This filesystem allows reading content from an FTP server.

  • protocol - (Required, str) "ftp".
  • host - (Required, str) The FTP host to connect.
  • port - (Required, int) The FTP port to connect.
  • username - (Optional, str) The username for authentication.
  • password - (Optional, str) The password for authentication.
  • acct - (Optional, str) The "account" string for authentication. Some servers may need an additional "account" string for authentication.
  • block_size - (Optional, int) The read-ahead or write buffer size.
  • tempdir - (Optional, str) The directory on the FTP remote host to put temporary files on a transaction.
  • timeout - (Optional, int) Timeout on an FTP connection in seconds.
# File: file_read_from_ftp.hcl
flow "file_read_from_ftp" {

  variable "ftp_host" { default = "" }
  variable "ftp_port" { default = 21 }
  variable "ftp_username" { default = "anon" }
  variable "ftp_password" { default = "" }

  task "file_read" "this" {
    filename = "index.md"

    fs = {
      # Set fs.protocol to "ftp"
      protocol = "ftp"

      # set arguments for ftp connection
      host = var.ftp_host
      port = var.ftp_port

      # set arguments for authentication
      username = var.ftp_username
      password = var.ftp_password

      # set timeout
      timeout = 10
    }
  }

  # Output to the console
  task "file_write" "this" {
    filename = "/dev/stdout"
    content = task.file_read.this.content
  }

}

# GitHub FileSystem

This filesystem allows reading content from GitHub org/repo.
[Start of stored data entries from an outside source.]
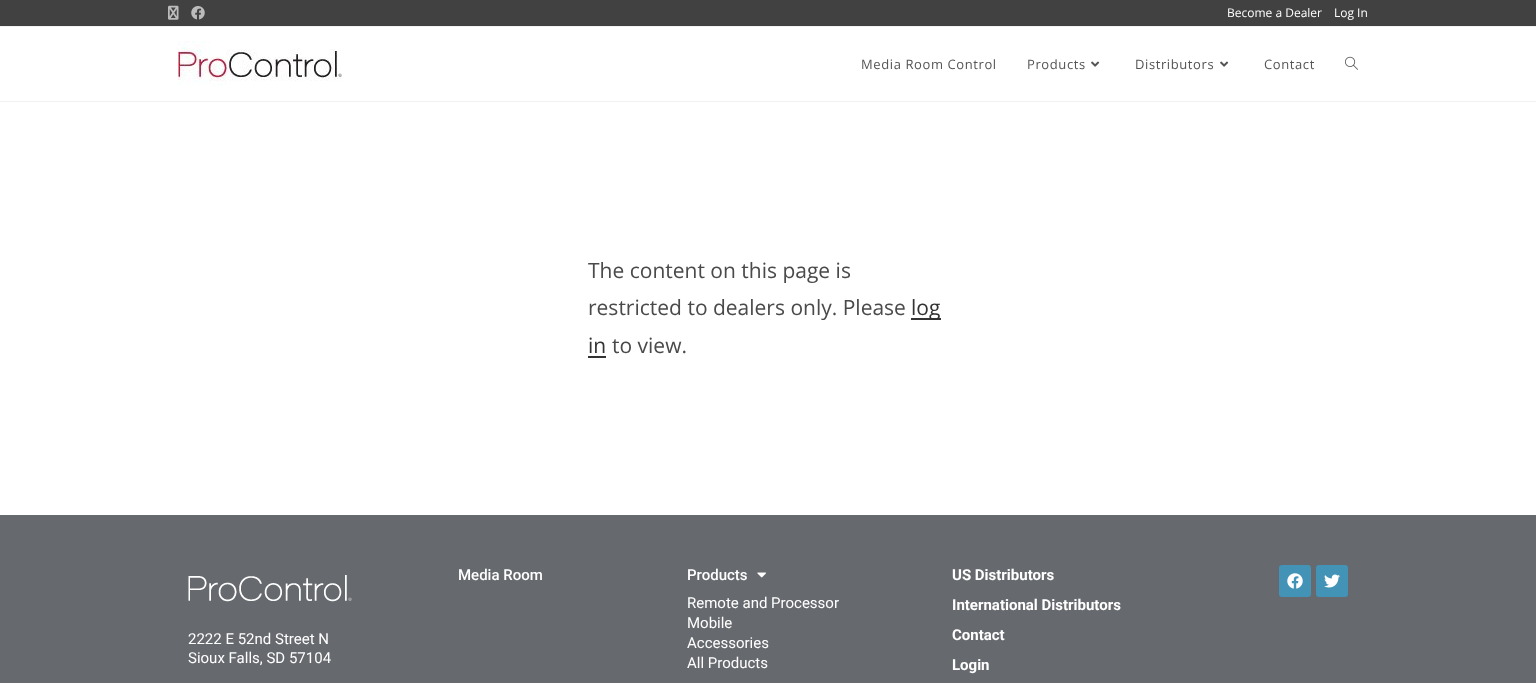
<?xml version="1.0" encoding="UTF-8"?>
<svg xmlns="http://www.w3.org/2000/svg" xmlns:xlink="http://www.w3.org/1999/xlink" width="1536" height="683">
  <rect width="100%" height="100%" fill="#ffffff" />
  <rect width="1536" height="26" fill="#414141" />
  <rect y="26" width="1536" height="1" fill="#f1f1f1" />
  <image x="168" y="5" width="11" height="15" xlink:href="image1.png" />
  <image x="191" y="6" width="14" height="14" xlink:href="image2.png" />
  <rect y="101" width="1536" height="1" fill="#f1f1f1" />
  <image x="178" y="41" width="164" height="45" xlink:href="image3.png" />
  <image x="1091" y="61" width="9" height="6" xlink:href="image4.png" />
  <image x="1220" y="61" width="9" height="6" xlink:href="image4.png" />
  <image x="1345" y="56" width="13" height="14" xlink:href="image5.png" />
  <rect x="911" y="318" width="30" height="2" fill="#333333" />
  <rect x="588" y="356" width="18" height="2" fill="#333333" />
  <rect y="515" width="1536" height="168" fill="#66696e" />
  <image x="188" y="575" width="164" height="27" xlink:href="image6.png" />
  <image x="757" y="572" width="9" height="6" xlink:href="image7.png" />
  <rect x="1279" y="565" width="32" height="32" rx="3" fill="#4293b5" />
  <image x="1287" y="573" width="16" height="16" xlink:href="image8.png" />
  <rect x="1316" y="565" width="32" height="32" rx="3" fill="#4293b5" />
  <image x="1324" y="574" width="16" height="14" xlink:href="image9.png" />
  <text x="1227" y="17" style="font-family: Open Sans; font-size: 12px; fill: #ffffff">Become a Dealer</text>
  <text x="1334" y="17" style="font-family: Open Sans; font-size: 12px; fill: #ffffff">Log In</text>
  <text x="861" y="69" style="font-family: Open Sans; font-size: 13px; letter-spacing: 0.6px; fill: #555555">Media Room Control</text>
  <text x="1027" y="69" style="font-family: Open Sans; font-size: 13px; letter-spacing: 0.6px; fill: #555555">Products</text>
  <text x="1135" y="69" style="font-family: Open Sans; font-size: 13px; letter-spacing: 0.6px; fill: #555555">Distributors</text>
  <text x="1264" y="69" style="font-family: Open Sans; font-size: 13px; letter-spacing: 0.6px; fill: #555555">Contact</text>
  <text x="588" y="278" style="font-family: Open Sans; font-size: 21px; fill: #4a4a4a">The content on this page is</text>
  <text x="588" y="315" style="font-family: Open Sans; font-size: 21px; fill: #4a4a4a">restricted to dealers only. Please</text>
  <text x="911" y="315" style="font-family: Open Sans; font-size: 21px; fill: #333333">log</text>
  <text x="588" y="353" style="font-family: Open Sans; font-size: 21px; fill: #333333">in</text>
  <text x="612" y="353" style="font-family: Open Sans; font-size: 21px; fill: #4a4a4a">to view.</text>
  <text x="188" y="644" style="font-family: Roboto; font-size: 15px; fill: #ffffff">2222 E 52nd Street N</text>
  <text x="188" y="663" style="font-family: Roboto; font-size: 15px; fill: #ffffff">Sioux Falls, SD 57104</text>
  <text x="458" y="580" style="font-family: Roboto; font-size: 15px; font-weight: 500; fill: #ffffff">Media Room</text>
  <text x="687" y="580" style="font-family: Roboto; font-size: 15px; font-weight: 500; fill: #ffffff">Products</text>
  <text x="687" y="608" style="font-family: Roboto; font-size: 15px; fill: #ffffff">Remote and Processor</text>
  <text x="687" y="628" style="font-family: Roboto; font-size: 15px; fill: #ffffff">Mobile</text>
  <text x="687" y="648" style="font-family: Roboto; font-size: 15px; fill: #ffffff">Accessories</text>
  <text x="687" y="668" style="font-family: Roboto; font-size: 15px; fill: #ffffff">All Products</text>
  <text x="952" y="580" style="font-family: Roboto; font-size: 15px; font-weight: bold; fill: #ffffff">US Distributors</text>
  <text x="952" y="610" style="font-family: Roboto; font-size: 15px; font-weight: bold; fill: #ffffff">International Distributors</text>
  <text x="952" y="640" style="font-family: Roboto; font-size: 15px; font-weight: bold; fill: #ffffff">Contact</text>
  <text x="952" y="670" style="font-family: Roboto; font-size: 15px; font-weight: bold; fill: #ffffff">Login</text>
</svg>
  • protocol - (Required, str) "github".
  • org - (Required, str) The GitHub organization.
  • repo - (Required, str) The GitHub repository.
  • sha - (Optional, str) The Git SHA, such as git commit hashd2f4db, git tag v0.5.0, git branch main, etc.
  • username - (Optional, str) The username for authorization.
  • token - (Optional, str) The token for authorization. For accessing private repos, you must provide a token. The token can be made at https://github.com/settings/tokens (opens new window).

Example usage:

This flow reads the content of file "requirements-dev.txt" (opens new window) from GitHub repo soasme/runflow (opens new window) with tag v0.5.0 and outputs to the console.
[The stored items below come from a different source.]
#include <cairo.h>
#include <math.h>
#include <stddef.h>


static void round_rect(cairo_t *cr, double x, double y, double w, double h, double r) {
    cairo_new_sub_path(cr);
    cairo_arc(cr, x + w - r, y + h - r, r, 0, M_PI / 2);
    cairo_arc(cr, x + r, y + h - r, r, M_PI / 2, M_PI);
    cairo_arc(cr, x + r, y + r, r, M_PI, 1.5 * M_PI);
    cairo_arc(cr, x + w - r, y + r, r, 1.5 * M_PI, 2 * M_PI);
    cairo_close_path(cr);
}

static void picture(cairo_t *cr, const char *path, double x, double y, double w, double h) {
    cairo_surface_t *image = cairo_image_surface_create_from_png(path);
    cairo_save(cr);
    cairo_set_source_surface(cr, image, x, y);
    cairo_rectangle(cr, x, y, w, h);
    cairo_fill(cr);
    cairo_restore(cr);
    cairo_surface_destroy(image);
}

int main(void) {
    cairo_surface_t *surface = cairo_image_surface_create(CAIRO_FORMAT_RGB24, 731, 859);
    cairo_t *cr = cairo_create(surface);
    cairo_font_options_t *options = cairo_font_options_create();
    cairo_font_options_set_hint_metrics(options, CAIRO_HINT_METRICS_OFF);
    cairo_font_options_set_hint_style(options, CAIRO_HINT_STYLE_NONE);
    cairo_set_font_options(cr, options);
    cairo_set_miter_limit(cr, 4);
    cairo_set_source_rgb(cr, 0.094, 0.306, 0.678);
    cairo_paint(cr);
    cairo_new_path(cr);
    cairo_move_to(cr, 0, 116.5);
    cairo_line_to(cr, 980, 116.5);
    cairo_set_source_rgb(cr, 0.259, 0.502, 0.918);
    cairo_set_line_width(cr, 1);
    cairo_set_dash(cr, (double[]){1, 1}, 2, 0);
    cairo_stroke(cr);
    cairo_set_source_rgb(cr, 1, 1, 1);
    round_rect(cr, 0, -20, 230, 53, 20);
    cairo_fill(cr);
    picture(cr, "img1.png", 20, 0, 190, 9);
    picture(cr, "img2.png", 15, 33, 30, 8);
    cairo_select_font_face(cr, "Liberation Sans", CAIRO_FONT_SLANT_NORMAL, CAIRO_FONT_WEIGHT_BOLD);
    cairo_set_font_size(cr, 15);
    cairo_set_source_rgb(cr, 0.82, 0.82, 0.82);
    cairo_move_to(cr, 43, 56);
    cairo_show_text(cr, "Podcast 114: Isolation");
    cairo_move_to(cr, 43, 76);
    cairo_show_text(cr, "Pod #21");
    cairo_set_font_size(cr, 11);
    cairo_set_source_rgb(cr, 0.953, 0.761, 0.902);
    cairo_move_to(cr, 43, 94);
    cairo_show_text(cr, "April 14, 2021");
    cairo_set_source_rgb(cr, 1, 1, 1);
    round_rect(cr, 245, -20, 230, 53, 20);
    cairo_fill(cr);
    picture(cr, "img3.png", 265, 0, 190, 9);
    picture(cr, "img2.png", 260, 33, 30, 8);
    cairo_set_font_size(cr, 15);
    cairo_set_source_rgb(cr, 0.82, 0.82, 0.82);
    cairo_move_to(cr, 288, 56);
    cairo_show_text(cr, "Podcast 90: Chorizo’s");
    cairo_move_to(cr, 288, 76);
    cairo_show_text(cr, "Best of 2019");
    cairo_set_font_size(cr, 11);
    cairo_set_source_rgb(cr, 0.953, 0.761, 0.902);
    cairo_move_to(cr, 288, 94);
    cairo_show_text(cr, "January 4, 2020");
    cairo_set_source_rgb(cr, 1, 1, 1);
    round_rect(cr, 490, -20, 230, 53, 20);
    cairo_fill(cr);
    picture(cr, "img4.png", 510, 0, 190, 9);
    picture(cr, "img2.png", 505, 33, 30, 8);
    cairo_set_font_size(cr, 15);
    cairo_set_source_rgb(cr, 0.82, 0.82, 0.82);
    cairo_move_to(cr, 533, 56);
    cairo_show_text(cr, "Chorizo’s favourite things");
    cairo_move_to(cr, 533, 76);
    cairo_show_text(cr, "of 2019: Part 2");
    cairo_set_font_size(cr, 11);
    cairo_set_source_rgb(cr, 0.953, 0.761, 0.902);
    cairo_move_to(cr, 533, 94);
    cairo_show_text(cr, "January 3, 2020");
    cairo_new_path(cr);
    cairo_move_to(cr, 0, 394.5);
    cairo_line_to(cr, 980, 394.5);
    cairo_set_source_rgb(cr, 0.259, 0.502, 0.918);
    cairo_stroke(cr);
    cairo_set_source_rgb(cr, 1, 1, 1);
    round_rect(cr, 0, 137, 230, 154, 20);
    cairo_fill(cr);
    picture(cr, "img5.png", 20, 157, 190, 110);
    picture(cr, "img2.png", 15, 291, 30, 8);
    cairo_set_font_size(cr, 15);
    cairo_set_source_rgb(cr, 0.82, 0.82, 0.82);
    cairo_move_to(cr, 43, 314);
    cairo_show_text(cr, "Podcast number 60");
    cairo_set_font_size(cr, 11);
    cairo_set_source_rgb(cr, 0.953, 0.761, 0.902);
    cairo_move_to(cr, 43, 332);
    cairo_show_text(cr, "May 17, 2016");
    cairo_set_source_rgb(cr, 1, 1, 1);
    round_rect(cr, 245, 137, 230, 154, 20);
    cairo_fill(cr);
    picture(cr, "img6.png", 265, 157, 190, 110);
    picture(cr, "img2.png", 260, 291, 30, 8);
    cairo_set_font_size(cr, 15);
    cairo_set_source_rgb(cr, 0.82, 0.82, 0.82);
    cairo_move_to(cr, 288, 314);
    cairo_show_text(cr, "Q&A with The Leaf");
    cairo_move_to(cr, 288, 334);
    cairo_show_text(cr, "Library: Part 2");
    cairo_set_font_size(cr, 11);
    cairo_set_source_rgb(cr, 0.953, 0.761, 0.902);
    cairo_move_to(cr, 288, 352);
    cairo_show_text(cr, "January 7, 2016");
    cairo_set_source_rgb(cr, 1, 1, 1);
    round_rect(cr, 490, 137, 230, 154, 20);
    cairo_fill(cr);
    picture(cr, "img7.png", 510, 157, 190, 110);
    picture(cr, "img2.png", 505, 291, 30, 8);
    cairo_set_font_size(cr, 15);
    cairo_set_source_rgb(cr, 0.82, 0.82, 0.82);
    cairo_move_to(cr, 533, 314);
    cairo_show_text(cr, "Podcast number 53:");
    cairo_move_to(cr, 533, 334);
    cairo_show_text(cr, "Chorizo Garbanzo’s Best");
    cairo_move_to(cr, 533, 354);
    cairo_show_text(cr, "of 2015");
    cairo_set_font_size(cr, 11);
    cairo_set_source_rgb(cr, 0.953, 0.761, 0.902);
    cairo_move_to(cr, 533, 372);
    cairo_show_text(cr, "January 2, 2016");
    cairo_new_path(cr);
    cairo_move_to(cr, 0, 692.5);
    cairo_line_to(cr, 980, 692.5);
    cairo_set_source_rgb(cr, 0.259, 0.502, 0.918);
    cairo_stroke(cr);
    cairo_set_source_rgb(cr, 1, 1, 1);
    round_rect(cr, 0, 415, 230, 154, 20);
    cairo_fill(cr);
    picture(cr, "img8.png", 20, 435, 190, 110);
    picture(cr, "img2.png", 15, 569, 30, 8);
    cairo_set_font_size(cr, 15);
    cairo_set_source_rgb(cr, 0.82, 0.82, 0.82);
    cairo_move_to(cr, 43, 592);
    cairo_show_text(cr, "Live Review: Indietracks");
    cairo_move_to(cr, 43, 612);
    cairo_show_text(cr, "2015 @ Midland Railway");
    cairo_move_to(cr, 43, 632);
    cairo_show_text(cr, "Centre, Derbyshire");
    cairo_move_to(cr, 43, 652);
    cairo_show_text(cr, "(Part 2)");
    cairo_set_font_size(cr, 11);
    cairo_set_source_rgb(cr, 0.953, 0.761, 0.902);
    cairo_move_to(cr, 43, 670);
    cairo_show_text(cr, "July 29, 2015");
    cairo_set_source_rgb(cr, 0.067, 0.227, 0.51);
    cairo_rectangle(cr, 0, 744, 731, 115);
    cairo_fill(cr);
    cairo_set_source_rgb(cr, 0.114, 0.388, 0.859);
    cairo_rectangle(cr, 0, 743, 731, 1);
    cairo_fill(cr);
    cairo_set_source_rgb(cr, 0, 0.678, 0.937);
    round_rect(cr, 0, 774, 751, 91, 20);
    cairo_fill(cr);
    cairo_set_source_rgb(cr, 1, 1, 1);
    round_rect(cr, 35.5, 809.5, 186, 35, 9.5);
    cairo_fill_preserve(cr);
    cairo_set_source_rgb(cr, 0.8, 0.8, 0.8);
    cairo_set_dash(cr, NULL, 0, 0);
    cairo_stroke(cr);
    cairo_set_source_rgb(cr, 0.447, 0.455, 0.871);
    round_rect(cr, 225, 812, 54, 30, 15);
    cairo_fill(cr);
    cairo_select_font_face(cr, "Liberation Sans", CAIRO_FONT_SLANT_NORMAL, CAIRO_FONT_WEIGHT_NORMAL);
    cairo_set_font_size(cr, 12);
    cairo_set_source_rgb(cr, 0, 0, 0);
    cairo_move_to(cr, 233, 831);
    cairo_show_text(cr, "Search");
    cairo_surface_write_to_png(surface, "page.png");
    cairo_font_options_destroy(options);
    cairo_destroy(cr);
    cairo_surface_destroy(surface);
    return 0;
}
# File: file_read_from_github.hcl
flow "file_read_from_github" {

  task "file_read" "this" {
    filename = "requirements-dev.txt"

    fs = {
      # Set fs.protocol to "github"
      protocol = "github"

      # Set fs.org to the github organization
      org = "soasme"

      # Set fs.repo to the github repository
      repo = "runflow"

      # Set fs.sha to a valid Git sha, such as hash, tag, branch, HEAD, etc.
      # This is optional.
      sha = "v0.5.0"
    }
  }

  # Output to the console
  task "file_write" "this" {
    filename = "/dev/stdout"
    content = task.file_read.this.content
  }

}

Click me to view the run output

Run:

$ runflow run examples/file_read_from_github.hcl
[2021-06-22 16:09:07,594] "task.file_read.this" is started.
[2021-06-22 16:09:08,069] "task.file_read.this" is successful.
[2021-06-22 16:09:08,070] "task.file_write.this" is started.
build
twine
pytest
pytest-cov
[2021-06-22 16:09:08,071] "task.file_write.this" is successful.

# Git FileSystem

This filesystem allows reading content from a local Git repo. The main difference between it and Local FileSystem is it allows grabbing file content tracked in Git history.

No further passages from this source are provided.